Project Metamorphosis: Unveiling the next-gen event streaming platformLearn More

Secure Stream Processing with the Streams API in Kafka

This blog post is the second in a series about the Streams API of Apache Kafka, the new stream processing library of the Apache Kafka project, which was introduced in Kafka v0.10.

Current blog posts in the Streams API in Kafka series:

  1. Elastic Scaling in the Streams API in Kafka
  2. Secure Stream Processing with the Streams API in Kafka (this post)
  3. Data Reprocessing with the Streams API in Kafka: Resetting a Streams Application

In this post we describe the security features of the Streams API in Kafka.  Many use cases and applications — whether it is in the area of stream processing or elsewhere — have tight internal and/or external security requirements. Industries where such requirements are common include finance and healthcare in the private sector but also include governmental services.  Legal compliance, for example, may require you to implement certain security measures such as encrypting data-in-transit when you are working on sensitive data such as personally identifiable information. You may also be required to enforce authentication and authorization to limit access to data to only a subset of employees or personnel to adhere to information security policies such as Need-to-know.

The question we want to answer in this blog post is:

  • Question (secure stream processing): If you are working in sensitive and regulated environments, what are your security options with regards to stream processing, notably when you are using a. Apache Kafka as the foundation of your data infrastructure and b. the Streams API as the means to process the data in Apache Kafka?

Let’s start with a quick answer to this question:

  • Answer (secure stream processing): Apache Kafka ships with a range of security features including but not limited to client authentication, client authorization, and data encryption.  These security features help you to implement your security policies and to protect your valuable data against internal and external threats.  On the side of processing the data in Kafka, your best option is to use the Streams API in Kafka to build your stream processing applications because it integrates natively with Kafka’s security features.
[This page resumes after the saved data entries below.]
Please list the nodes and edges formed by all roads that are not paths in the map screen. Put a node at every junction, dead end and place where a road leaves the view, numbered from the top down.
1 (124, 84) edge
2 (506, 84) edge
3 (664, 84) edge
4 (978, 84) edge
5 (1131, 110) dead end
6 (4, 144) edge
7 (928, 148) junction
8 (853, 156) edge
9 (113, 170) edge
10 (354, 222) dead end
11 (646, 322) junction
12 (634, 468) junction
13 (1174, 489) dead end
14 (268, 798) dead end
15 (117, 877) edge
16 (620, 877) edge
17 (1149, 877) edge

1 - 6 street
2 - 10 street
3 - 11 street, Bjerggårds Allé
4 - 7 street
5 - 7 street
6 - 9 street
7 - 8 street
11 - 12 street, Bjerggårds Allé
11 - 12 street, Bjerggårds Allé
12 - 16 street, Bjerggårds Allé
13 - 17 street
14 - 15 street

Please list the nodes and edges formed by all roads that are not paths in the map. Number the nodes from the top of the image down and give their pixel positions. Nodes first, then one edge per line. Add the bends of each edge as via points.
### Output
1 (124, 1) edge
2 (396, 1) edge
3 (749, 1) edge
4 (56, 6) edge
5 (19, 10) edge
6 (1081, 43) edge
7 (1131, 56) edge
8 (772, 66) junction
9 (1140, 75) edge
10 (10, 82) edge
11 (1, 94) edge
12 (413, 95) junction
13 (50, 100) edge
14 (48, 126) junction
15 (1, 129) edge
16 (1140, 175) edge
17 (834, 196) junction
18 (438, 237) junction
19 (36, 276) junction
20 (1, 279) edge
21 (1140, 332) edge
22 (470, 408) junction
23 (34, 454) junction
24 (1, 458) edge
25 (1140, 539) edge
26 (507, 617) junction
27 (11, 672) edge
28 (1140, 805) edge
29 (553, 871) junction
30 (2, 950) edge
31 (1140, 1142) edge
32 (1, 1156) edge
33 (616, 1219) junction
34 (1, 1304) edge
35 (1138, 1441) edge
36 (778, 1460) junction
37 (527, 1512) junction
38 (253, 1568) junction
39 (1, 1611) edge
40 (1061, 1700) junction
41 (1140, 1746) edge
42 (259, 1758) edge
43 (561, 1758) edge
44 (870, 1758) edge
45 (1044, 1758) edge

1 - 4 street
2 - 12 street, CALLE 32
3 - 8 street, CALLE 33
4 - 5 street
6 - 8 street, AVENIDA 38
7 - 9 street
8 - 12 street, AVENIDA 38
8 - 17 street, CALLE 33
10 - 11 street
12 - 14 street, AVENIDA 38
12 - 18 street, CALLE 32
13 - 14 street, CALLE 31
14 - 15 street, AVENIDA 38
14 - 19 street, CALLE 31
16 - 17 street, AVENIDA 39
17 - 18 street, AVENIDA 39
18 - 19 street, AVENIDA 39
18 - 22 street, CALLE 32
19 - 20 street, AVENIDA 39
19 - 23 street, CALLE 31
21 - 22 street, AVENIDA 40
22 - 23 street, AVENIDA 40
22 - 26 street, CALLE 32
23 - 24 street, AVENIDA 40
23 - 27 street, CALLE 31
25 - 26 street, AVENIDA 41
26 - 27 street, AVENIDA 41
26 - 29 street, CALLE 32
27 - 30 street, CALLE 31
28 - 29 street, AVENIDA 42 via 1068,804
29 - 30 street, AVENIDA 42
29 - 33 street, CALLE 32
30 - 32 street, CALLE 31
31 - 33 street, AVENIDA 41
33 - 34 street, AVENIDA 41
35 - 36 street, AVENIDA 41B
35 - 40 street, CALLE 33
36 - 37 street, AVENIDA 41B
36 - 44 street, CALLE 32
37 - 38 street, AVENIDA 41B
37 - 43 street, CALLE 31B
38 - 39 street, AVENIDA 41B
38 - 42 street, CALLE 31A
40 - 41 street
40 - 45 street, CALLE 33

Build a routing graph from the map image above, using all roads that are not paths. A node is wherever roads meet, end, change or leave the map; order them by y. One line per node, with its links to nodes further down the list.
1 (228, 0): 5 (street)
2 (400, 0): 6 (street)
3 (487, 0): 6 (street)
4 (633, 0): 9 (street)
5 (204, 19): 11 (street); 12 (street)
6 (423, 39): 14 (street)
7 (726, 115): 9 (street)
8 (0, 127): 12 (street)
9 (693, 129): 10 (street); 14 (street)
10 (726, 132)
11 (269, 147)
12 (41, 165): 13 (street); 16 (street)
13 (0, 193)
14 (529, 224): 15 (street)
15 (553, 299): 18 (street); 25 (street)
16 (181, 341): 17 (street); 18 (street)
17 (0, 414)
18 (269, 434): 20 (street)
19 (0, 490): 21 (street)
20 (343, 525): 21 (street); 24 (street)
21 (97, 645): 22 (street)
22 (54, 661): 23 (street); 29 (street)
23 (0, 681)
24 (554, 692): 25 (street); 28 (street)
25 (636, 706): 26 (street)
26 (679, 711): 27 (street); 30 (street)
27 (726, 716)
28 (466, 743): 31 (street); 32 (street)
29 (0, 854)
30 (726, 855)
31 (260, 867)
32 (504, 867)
We can now walk through this answer in further detail.

First, which security features are available in Apache Kafka, and thus in the Streams API?  The Streams API in Kafka supports all the client-side security features in Apache Kafka.  In this short blog post we cannot cover these client-side security features in full detail, so I recommend reading the Kafka Security chapter in the Confluent Platform documentation and our previous blog post Apache Kafka Security 101 to familiarize yourself with the security features that are currently available in Apache Kafka.

That said, let me highlight a couple of important Kafka security features that are essential for implementing robust data infrastructures, whether these are used for building horizontal services at larger companies, for multi-tenant infrastructures (e.g. microservices), or for shared platforms such as in the Internet of Things.  Later on I will then demonstrate an example application where we use some of these security features in the Streams API in Kafka.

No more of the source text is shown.